TASK PROMPT:
Read the material below and tally how many lines hold the word "Write", giving the number and nothing else.

EXTRACTED MATERIAL:
==========

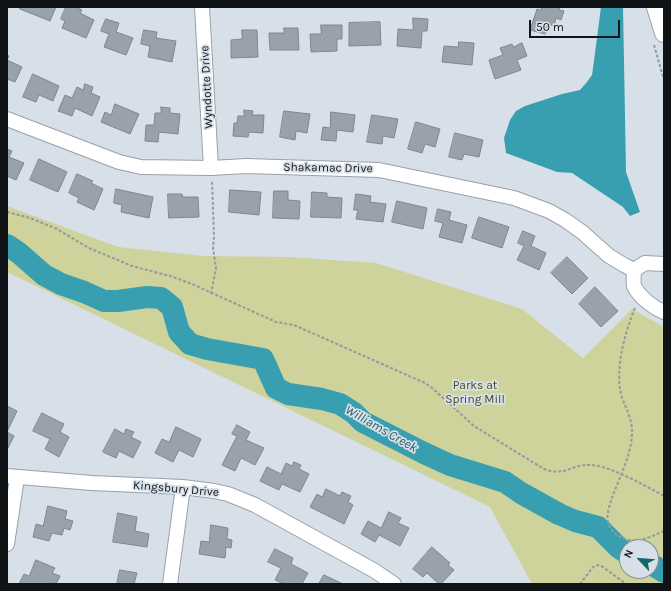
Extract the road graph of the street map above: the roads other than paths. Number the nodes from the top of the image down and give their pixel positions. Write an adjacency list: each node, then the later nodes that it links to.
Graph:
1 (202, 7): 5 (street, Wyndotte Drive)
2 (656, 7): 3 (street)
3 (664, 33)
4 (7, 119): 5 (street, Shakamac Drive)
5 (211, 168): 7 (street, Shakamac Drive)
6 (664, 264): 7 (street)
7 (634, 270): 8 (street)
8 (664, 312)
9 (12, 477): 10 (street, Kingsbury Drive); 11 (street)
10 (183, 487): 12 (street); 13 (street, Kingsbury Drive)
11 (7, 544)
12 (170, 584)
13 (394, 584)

==========

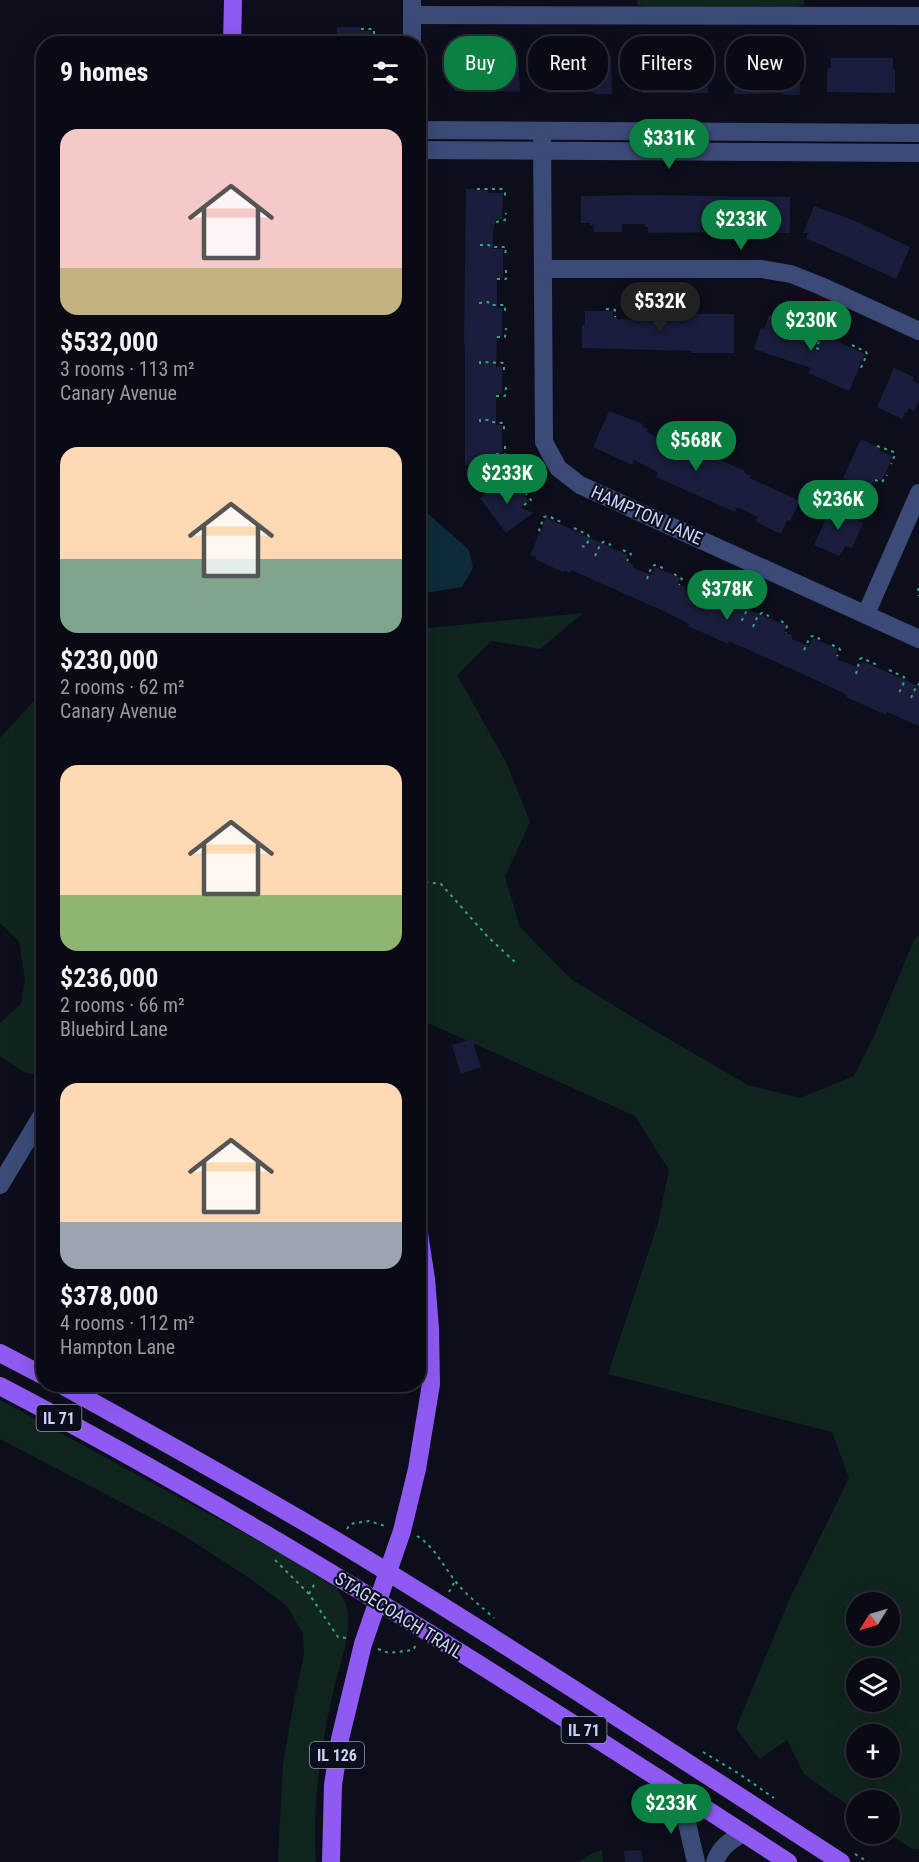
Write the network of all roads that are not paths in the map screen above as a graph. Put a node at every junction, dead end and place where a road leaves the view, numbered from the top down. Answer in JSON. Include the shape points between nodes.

==========

EXERCISE ANSWER:
2